Gaucher disease is an autosomal recessive lysosomal storage disease caused by insufficient glucocerebrosidase activity resulting in accumulation of glucosylceramide, particularly in macrophages. Multiple myeloma and B cell lymphoma are considered to be the leading causes of death from GD in the long term. We compared cell surface antigens of leukocytes from 10 Gaucher disease patients and 20 age-matched healthy controls to try to identify a reliable marker for leukocyte infiltration and progression to lymphoid malignancy.
Leukocytes were separated from whole blood using a Ficoll gradient, stained for specific cell surface antigens (CD33, CD19, CD14 and CD8) and sorted by flow cytometry. Levels of each leukocyte cell surface antigen were expressed as a percentage of leukocytes expressing them. Leukocyte glucocerebrosidase activity was measured by fluorometry.

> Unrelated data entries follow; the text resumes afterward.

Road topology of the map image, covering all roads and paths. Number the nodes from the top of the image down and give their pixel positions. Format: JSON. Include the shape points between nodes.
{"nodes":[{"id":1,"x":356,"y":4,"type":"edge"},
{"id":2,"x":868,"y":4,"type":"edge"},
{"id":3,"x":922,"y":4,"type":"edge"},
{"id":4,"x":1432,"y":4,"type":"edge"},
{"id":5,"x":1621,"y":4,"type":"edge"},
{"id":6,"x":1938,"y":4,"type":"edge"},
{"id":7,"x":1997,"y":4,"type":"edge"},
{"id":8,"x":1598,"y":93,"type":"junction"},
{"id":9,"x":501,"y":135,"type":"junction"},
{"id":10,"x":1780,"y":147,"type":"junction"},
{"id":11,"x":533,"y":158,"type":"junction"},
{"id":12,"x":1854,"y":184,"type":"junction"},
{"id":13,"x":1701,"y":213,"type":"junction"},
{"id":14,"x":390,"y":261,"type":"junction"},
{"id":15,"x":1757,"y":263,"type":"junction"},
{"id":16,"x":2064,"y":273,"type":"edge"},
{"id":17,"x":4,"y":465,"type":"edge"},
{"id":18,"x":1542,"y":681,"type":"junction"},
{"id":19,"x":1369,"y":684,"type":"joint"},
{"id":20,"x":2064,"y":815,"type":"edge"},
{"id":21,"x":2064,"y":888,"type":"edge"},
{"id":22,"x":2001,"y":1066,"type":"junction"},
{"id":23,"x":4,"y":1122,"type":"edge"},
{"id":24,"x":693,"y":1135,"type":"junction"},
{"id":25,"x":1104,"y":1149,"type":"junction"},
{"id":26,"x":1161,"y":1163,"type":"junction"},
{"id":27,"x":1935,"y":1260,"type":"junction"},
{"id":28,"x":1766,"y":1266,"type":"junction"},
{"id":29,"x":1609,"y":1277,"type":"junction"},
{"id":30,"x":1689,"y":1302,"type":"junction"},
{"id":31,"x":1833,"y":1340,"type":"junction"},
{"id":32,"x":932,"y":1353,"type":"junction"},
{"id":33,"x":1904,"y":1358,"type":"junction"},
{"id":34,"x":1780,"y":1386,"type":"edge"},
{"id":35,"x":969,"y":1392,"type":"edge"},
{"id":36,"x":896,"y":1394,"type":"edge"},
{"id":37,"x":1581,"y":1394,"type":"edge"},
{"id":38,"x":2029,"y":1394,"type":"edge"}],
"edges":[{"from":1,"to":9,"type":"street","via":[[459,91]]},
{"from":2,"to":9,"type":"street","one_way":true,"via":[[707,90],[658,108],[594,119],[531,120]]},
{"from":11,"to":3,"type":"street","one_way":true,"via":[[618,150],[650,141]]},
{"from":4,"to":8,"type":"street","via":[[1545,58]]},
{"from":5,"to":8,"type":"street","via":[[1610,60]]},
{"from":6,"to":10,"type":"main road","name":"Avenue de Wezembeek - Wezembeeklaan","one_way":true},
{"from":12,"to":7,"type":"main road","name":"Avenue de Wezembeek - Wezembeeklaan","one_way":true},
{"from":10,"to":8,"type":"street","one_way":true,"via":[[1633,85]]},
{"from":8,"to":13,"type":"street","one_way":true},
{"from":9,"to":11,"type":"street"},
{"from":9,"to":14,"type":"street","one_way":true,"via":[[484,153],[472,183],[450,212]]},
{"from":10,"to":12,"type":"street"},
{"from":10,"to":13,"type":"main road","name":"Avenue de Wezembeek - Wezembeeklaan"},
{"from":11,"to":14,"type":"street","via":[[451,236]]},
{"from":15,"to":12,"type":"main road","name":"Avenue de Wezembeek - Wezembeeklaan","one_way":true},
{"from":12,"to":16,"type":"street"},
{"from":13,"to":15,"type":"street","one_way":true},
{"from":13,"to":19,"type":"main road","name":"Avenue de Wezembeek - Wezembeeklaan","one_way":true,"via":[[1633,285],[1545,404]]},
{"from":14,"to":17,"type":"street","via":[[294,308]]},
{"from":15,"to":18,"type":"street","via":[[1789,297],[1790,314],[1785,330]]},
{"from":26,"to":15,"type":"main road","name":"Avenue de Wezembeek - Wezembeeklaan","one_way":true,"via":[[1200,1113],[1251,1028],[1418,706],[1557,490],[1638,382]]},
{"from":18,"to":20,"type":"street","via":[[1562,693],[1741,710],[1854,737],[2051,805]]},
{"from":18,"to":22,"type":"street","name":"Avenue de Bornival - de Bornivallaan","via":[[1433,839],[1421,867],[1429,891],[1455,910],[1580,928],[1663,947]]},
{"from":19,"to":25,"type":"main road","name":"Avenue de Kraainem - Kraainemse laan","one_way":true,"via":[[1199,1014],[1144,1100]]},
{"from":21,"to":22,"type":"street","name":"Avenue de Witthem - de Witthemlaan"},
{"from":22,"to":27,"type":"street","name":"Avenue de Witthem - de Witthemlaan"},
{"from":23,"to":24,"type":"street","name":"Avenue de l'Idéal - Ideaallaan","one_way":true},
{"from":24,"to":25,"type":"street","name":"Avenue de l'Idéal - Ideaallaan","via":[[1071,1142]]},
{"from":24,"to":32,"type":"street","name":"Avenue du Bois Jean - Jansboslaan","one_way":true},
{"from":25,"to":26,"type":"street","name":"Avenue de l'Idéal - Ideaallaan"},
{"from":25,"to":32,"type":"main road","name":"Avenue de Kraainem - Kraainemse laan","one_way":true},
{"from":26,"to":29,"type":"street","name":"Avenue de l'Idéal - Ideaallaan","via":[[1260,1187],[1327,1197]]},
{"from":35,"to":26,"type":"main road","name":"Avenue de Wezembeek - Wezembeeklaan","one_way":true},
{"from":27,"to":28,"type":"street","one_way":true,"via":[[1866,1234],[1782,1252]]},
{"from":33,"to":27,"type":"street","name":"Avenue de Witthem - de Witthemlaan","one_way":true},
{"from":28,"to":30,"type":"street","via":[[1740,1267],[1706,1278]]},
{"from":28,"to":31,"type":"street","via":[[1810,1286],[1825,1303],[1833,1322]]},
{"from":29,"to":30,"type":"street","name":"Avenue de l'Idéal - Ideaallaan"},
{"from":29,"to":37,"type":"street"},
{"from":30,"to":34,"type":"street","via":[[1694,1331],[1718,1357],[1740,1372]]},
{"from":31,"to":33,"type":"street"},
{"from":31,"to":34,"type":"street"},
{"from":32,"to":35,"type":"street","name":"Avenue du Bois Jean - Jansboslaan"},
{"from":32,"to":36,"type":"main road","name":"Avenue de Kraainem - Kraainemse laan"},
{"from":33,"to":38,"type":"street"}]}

The percentage of CD19+ leukocytes in Gaucher disease patients was significantly higher than in the control group (p<0.05). The percentage of leukocytes expressing CD33, CD14 or CD8 was not significantly higher in patients than in controls; nor was there any significant difference in glucocerebrosidase activity of leukocytes expressing CD33, CD19, CD14 or CD8 between patients and controls.
The higher levels of CD19+ leukocytes may serve as a useful marker to predict leukocyte infiltration and perhaps also malignancy in Gaucher disease patients. Experimental anti-CD19 drugs are in development for treatment of B cell cancers, and CD19+ leukocyte levels may also serve as a marker of the response to this treatment.